* _WORK TO COMPLETE_
Return the listing below exactly as it stands. Pictures stay out.

··· DATASET EXCERPTS

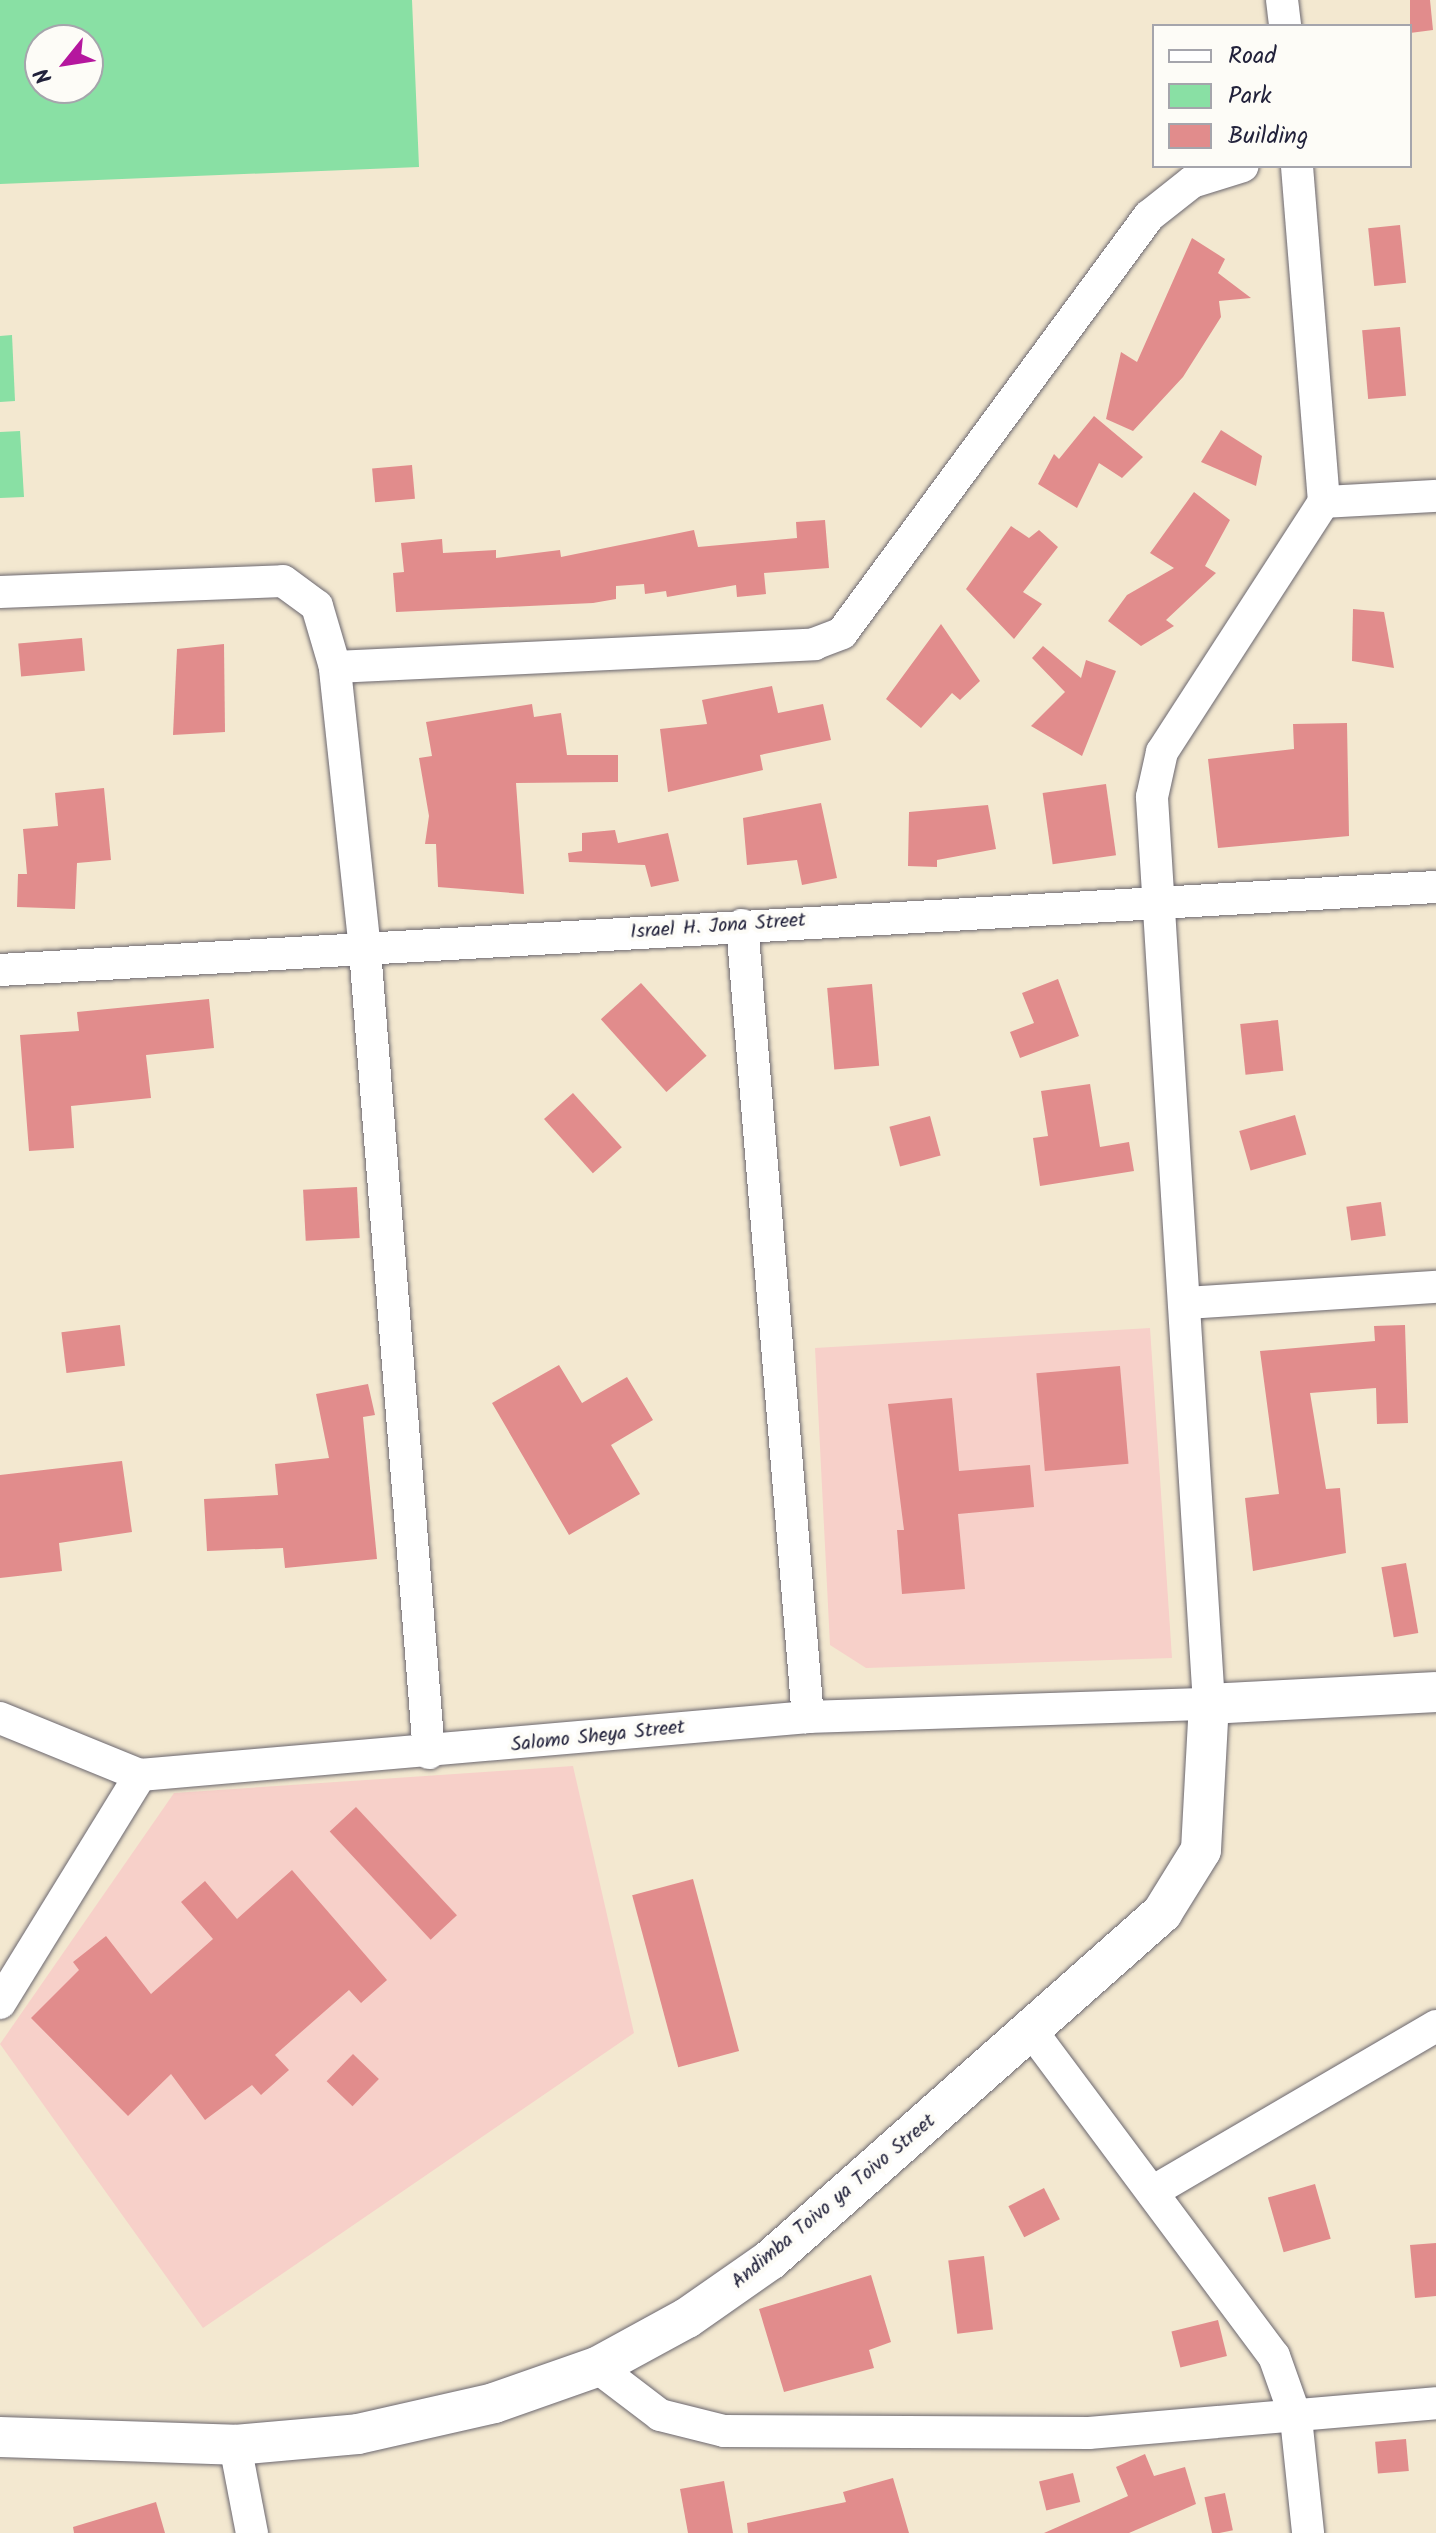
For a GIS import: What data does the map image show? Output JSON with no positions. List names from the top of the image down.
{
  "streets": {
    "street": ["Israel H. Jona Street", "Salomo Sheya Street", "Andimba Toivo ya Toivo Street"]
  },
  "crossings": [
    ["Salomo Sheya Street", "Andimba Toivo ya Toivo Street"]
  ],
  "legend": ["Road", "Park", "Building"],
  "north": "bottom left"
}
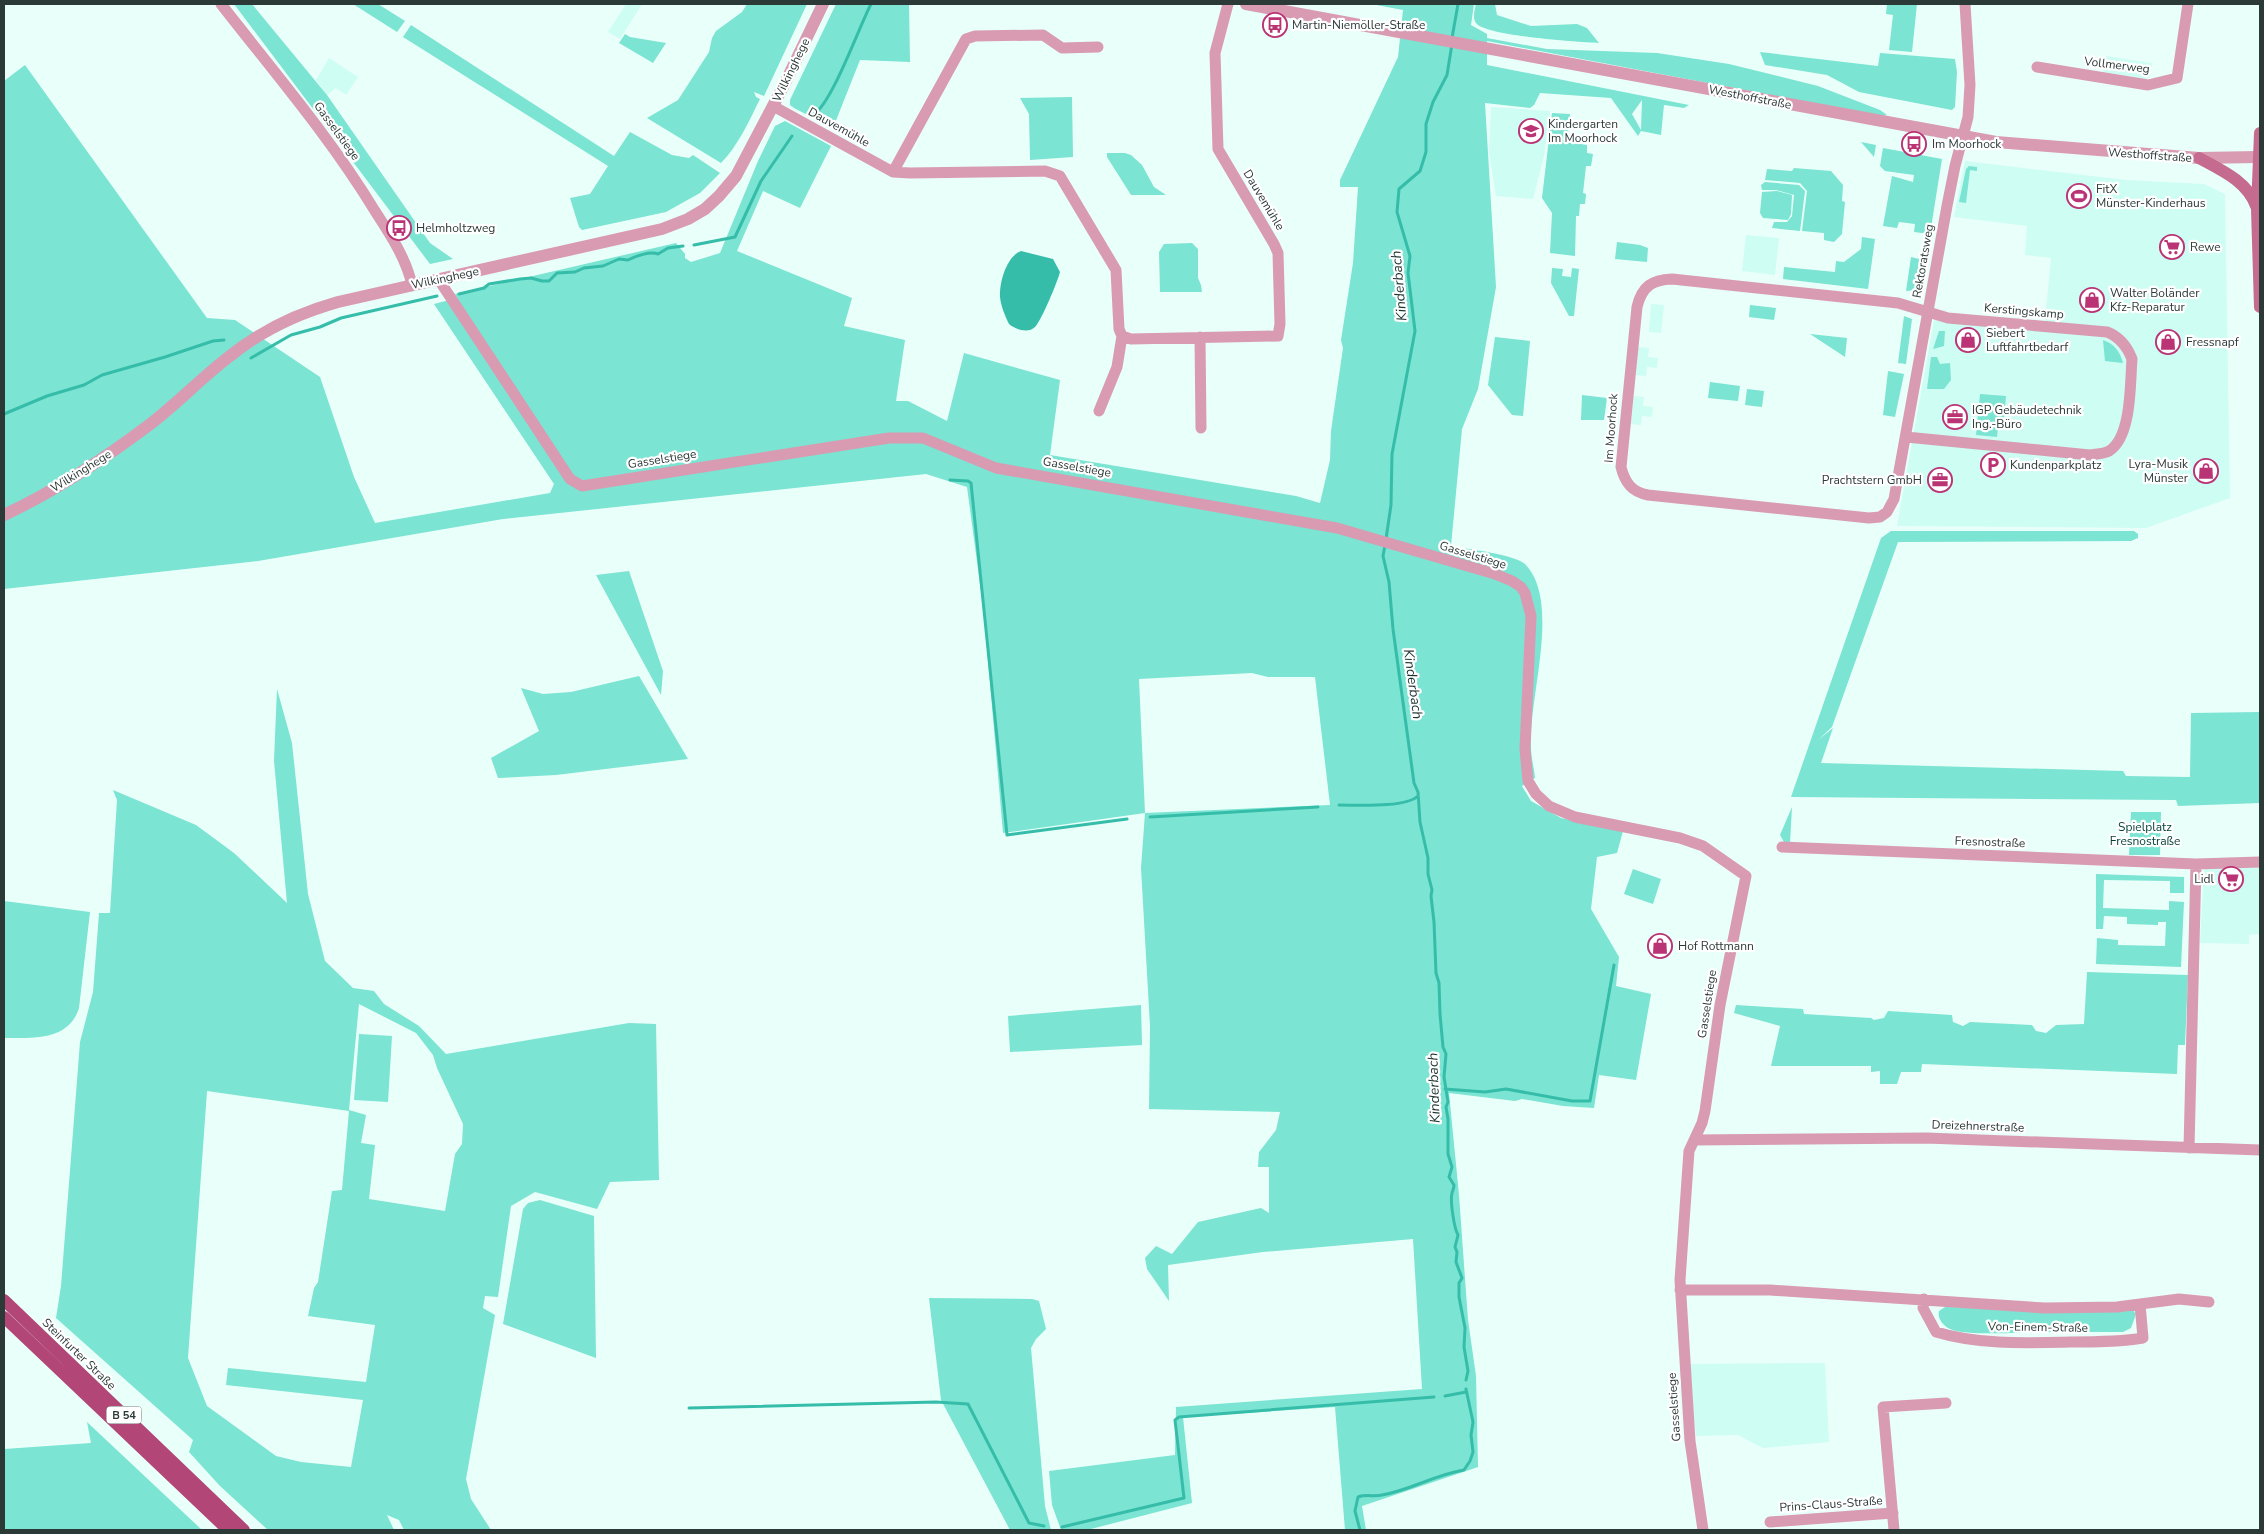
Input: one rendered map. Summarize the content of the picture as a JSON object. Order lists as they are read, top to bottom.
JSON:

······

* _OUTPUT OF THE TASK_
For a GIS import: What data does the map image show? Output JSON with no positions. List names from the top of the image down.
{
  "streets": {
    "street": ["Israel H. Jona Street", "Salomo Sheya Street", "Andimba Toivo ya Toivo Street"]
  },
  "crossings": [
    ["Salomo Sheya Street", "Andimba Toivo ya Toivo Street"]
  ],
  "legend": ["Road", "Park", "Building"],
  "north": "bottom left"
}
Input: one rendered map. Summarize the content of the picture as a JSON object. Order lists as they are read, top to bottom.
JSON:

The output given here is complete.